**Task goal**
These entries are to be retyped in full, word for word.

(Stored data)
━━━━━━

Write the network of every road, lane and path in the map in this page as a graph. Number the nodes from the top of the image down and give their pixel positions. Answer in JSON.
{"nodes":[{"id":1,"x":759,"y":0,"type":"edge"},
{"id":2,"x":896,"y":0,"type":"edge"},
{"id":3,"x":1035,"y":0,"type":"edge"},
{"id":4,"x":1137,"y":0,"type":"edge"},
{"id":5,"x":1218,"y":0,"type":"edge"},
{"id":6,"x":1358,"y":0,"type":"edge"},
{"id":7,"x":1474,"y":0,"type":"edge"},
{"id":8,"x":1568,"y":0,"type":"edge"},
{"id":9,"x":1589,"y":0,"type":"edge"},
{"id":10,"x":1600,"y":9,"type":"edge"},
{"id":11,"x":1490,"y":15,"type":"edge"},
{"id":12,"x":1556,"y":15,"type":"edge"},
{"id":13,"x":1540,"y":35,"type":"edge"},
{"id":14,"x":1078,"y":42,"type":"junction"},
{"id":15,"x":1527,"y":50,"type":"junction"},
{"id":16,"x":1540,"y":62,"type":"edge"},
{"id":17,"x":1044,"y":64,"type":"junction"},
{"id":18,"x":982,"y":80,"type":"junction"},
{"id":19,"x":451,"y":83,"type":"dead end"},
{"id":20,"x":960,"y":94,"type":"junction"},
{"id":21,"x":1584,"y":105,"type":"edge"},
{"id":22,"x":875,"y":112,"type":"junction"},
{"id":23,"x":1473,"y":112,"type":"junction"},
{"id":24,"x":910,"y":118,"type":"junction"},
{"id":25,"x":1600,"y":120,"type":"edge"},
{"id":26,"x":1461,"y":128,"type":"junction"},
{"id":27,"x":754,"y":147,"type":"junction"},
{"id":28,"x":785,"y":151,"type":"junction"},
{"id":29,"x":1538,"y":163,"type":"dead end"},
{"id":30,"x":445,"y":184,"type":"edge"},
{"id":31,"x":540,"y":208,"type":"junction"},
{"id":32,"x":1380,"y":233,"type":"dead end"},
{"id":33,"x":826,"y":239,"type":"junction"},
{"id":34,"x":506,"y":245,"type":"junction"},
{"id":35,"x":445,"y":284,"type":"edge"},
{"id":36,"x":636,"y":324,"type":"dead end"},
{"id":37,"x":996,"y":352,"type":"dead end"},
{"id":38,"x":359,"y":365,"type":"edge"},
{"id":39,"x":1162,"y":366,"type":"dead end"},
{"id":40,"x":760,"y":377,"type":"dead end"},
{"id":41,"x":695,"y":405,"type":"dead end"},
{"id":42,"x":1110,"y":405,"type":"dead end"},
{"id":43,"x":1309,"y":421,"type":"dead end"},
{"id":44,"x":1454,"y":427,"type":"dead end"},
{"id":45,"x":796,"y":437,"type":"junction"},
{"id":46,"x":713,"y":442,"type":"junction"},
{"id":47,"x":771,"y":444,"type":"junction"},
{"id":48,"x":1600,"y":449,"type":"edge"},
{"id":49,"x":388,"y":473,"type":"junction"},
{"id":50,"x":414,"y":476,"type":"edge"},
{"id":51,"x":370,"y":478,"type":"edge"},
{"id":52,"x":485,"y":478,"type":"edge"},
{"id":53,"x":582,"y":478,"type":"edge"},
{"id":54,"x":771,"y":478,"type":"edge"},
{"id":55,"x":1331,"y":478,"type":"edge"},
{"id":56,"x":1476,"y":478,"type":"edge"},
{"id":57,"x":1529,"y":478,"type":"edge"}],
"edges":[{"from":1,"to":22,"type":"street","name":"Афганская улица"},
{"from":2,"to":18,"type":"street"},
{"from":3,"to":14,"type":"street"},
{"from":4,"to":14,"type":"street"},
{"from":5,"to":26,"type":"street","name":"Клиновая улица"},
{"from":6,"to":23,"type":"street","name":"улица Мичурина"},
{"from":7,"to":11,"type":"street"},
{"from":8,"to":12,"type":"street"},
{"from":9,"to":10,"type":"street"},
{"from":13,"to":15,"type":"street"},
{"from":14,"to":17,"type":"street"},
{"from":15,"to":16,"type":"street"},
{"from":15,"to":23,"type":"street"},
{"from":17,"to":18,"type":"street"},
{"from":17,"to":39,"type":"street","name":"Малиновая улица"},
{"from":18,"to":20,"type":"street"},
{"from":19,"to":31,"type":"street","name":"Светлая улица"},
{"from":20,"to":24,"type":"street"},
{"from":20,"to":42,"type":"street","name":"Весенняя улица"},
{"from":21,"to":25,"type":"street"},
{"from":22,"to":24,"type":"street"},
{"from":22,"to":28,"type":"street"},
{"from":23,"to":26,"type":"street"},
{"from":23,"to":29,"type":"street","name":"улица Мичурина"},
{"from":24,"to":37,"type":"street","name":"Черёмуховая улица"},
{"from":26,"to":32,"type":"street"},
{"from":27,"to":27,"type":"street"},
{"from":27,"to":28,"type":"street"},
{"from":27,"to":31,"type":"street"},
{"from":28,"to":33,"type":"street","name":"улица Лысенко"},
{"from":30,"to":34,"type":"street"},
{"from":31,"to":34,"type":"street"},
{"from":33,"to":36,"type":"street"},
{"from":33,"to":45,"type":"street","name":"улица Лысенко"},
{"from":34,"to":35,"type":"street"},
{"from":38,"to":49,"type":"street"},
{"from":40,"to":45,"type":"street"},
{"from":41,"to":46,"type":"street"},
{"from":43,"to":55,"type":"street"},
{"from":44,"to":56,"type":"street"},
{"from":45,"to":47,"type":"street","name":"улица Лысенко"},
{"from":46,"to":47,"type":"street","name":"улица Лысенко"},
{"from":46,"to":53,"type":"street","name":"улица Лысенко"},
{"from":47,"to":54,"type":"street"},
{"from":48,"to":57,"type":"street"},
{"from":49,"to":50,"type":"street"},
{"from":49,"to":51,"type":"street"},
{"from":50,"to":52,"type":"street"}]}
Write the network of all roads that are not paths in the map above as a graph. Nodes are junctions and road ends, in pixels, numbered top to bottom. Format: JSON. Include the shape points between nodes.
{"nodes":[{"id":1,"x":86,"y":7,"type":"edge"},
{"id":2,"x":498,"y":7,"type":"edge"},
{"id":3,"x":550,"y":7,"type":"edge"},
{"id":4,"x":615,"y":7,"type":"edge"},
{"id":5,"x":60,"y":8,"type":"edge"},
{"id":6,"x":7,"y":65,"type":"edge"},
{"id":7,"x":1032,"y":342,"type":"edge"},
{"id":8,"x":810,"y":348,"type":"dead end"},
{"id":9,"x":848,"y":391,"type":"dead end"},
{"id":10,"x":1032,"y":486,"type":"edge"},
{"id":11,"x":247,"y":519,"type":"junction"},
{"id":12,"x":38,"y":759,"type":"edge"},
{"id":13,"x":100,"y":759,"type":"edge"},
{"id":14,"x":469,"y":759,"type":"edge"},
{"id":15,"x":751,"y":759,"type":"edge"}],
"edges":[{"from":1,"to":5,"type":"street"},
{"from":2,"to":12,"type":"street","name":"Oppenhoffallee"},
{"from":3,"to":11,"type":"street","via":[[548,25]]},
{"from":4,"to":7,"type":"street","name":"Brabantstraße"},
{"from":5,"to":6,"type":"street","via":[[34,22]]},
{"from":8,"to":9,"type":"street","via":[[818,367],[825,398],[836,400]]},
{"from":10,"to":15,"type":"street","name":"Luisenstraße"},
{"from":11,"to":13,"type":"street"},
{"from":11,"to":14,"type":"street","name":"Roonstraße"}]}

━━━━━━

**Written response**
Write the network of every road, lane and path in the map in this page as a graph. Number the nodes from the top of the image down and give their pixel positions. Answer in JSON.
{"nodes":[{"id":1,"x":759,"y":0,"type":"edge"},
{"id":2,"x":896,"y":0,"type":"edge"},
{"id":3,"x":1035,"y":0,"type":"edge"},
{"id":4,"x":1137,"y":0,"type":"edge"},
{"id":5,"x":1218,"y":0,"type":"edge"},
{"id":6,"x":1358,"y":0,"type":"edge"},
{"id":7,"x":1474,"y":0,"type":"edge"},
{"id":8,"x":1568,"y":0,"type":"edge"},
{"id":9,"x":1589,"y":0,"type":"edge"},
{"id":10,"x":1600,"y":9,"type":"edge"},
{"id":11,"x":1490,"y":15,"type":"edge"},
{"id":12,"x":1556,"y":15,"type":"edge"},
{"id":13,"x":1540,"y":35,"type":"edge"},
{"id":14,"x":1078,"y":42,"type":"junction"},
{"id":15,"x":1527,"y":50,"type":"junction"},
{"id":16,"x":1540,"y":62,"type":"edge"},
{"id":17,"x":1044,"y":64,"type":"junction"},
{"id":18,"x":982,"y":80,"type":"junction"},
{"id":19,"x":451,"y":83,"type":"dead end"},
{"id":20,"x":960,"y":94,"type":"junction"},
{"id":21,"x":1584,"y":105,"type":"edge"},
{"id":22,"x":875,"y":112,"type":"junction"},
{"id":23,"x":1473,"y":112,"type":"junction"},
{"id":24,"x":910,"y":118,"type":"junction"},
{"id":25,"x":1600,"y":120,"type":"edge"},
{"id":26,"x":1461,"y":128,"type":"junction"},
{"id":27,"x":754,"y":147,"type":"junction"},
{"id":28,"x":785,"y":151,"type":"junction"},
{"id":29,"x":1538,"y":163,"type":"dead end"},
{"id":30,"x":445,"y":184,"type":"edge"},
{"id":31,"x":540,"y":208,"type":"junction"},
{"id":32,"x":1380,"y":233,"type":"dead end"},
{"id":33,"x":826,"y":239,"type":"junction"},
{"id":34,"x":506,"y":245,"type":"junction"},
{"id":35,"x":445,"y":284,"type":"edge"},
{"id":36,"x":636,"y":324,"type":"dead end"},
{"id":37,"x":996,"y":352,"type":"dead end"},
{"id":38,"x":359,"y":365,"type":"edge"},
{"id":39,"x":1162,"y":366,"type":"dead end"},
{"id":40,"x":760,"y":377,"type":"dead end"},
{"id":41,"x":695,"y":405,"type":"dead end"},
{"id":42,"x":1110,"y":405,"type":"dead end"},
{"id":43,"x":1309,"y":421,"type":"dead end"},
{"id":44,"x":1454,"y":427,"type":"dead end"},
{"id":45,"x":796,"y":437,"type":"junction"},
{"id":46,"x":713,"y":442,"type":"junction"},
{"id":47,"x":771,"y":444,"type":"junction"},
{"id":48,"x":1600,"y":449,"type":"edge"},
{"id":49,"x":388,"y":473,"type":"junction"},
{"id":50,"x":414,"y":476,"type":"edge"},
{"id":51,"x":370,"y":478,"type":"edge"},
{"id":52,"x":485,"y":478,"type":"edge"},
{"id":53,"x":582,"y":478,"type":"edge"},
{"id":54,"x":771,"y":478,"type":"edge"},
{"id":55,"x":1331,"y":478,"type":"edge"},
{"id":56,"x":1476,"y":478,"type":"edge"},
{"id":57,"x":1529,"y":478,"type":"edge"}],
"edges":[{"from":1,"to":22,"type":"street","name":"Афганская улица"},
{"from":2,"to":18,"type":"street"},
{"from":3,"to":14,"type":"street"},
{"from":4,"to":14,"type":"street"},
{"from":5,"to":26,"type":"street","name":"Клиновая улица"},
{"from":6,"to":23,"type":"street","name":"улица Мичурина"},
{"from":7,"to":11,"type":"street"},
{"from":8,"to":12,"type":"street"},
{"from":9,"to":10,"type":"street"},
{"from":13,"to":15,"type":"street"},
{"from":14,"to":17,"type":"street"},
{"from":15,"to":16,"type":"street"},
{"from":15,"to":23,"type":"street"},
{"from":17,"to":18,"type":"street"},
{"from":17,"to":39,"type":"street","name":"Малиновая улица"},
{"from":18,"to":20,"type":"street"},
{"from":19,"to":31,"type":"street","name":"Светлая улица"},
{"from":20,"to":24,"type":"street"},
{"from":20,"to":42,"type":"street","name":"Весенняя улица"},
{"from":21,"to":25,"type":"street"},
{"from":22,"to":24,"type":"street"},
{"from":22,"to":28,"type":"street"},
{"from":23,"to":26,"type":"street"},
{"from":23,"to":29,"type":"street","name":"улица Мичурина"},
{"from":24,"to":37,"type":"street","name":"Черёмуховая улица"},
{"from":26,"to":32,"type":"street"},
{"from":27,"to":27,"type":"street"},
{"from":27,"to":28,"type":"street"},
{"from":27,"to":31,"type":"street"},
{"from":28,"to":33,"type":"street","name":"улица Лысенко"},
{"from":30,"to":34,"type":"street"},
{"from":31,"to":34,"type":"street"},
{"from":33,"to":36,"type":"street"},
{"from":33,"to":45,"type":"street","name":"улица Лысенко"},
{"from":34,"to":35,"type":"street"},
{"from":38,"to":49,"type":"street"},
{"from":40,"to":45,"type":"street"},
{"from":41,"to":46,"type":"street"},
{"from":43,"to":55,"type":"street"},
{"from":44,"to":56,"type":"street"},
{"from":45,"to":47,"type":"street","name":"улица Лысенко"},
{"from":46,"to":47,"type":"street","name":"улица Лысенко"},
{"from":46,"to":53,"type":"street","name":"улица Лысенко"},
{"from":47,"to":54,"type":"street"},
{"from":48,"to":57,"type":"street"},
{"from":49,"to":50,"type":"street"},
{"from":49,"to":51,"type":"street"},
{"from":50,"to":52,"type":"street"}]}
Write the network of all roads that are not paths in the map above as a graph. Nodes are junctions and road ends, in pixels, numbered top to bottom. Format: JSON. Include the shape points between nodes.
{"nodes":[{"id":1,"x":86,"y":7,"type":"edge"},
{"id":2,"x":498,"y":7,"type":"edge"},
{"id":3,"x":550,"y":7,"type":"edge"},
{"id":4,"x":615,"y":7,"type":"edge"},
{"id":5,"x":60,"y":8,"type":"edge"},
{"id":6,"x":7,"y":65,"type":"edge"},
{"id":7,"x":1032,"y":342,"type":"edge"},
{"id":8,"x":810,"y":348,"type":"dead end"},
{"id":9,"x":848,"y":391,"type":"dead end"},
{"id":10,"x":1032,"y":486,"type":"edge"},
{"id":11,"x":247,"y":519,"type":"junction"},
{"id":12,"x":38,"y":759,"type":"edge"},
{"id":13,"x":100,"y":759,"type":"edge"},
{"id":14,"x":469,"y":759,"type":"edge"},
{"id":15,"x":751,"y":759,"type":"edge"}],
"edges":[{"from":1,"to":5,"type":"street"},
{"from":2,"to":12,"type":"street","name":"Oppenhoffallee"},
{"from":3,"to":11,"type":"street","via":[[548,25]]},
{"from":4,"to":7,"type":"street","name":"Brabantstraße"},
{"from":5,"to":6,"type":"street","via":[[34,22]]},
{"from":8,"to":9,"type":"street","via":[[818,367],[825,398],[836,400]]},
{"from":10,"to":15,"type":"street","name":"Luisenstraße"},
{"from":11,"to":13,"type":"street"},
{"from":11,"to":14,"type":"street","name":"Roonstraße"}]}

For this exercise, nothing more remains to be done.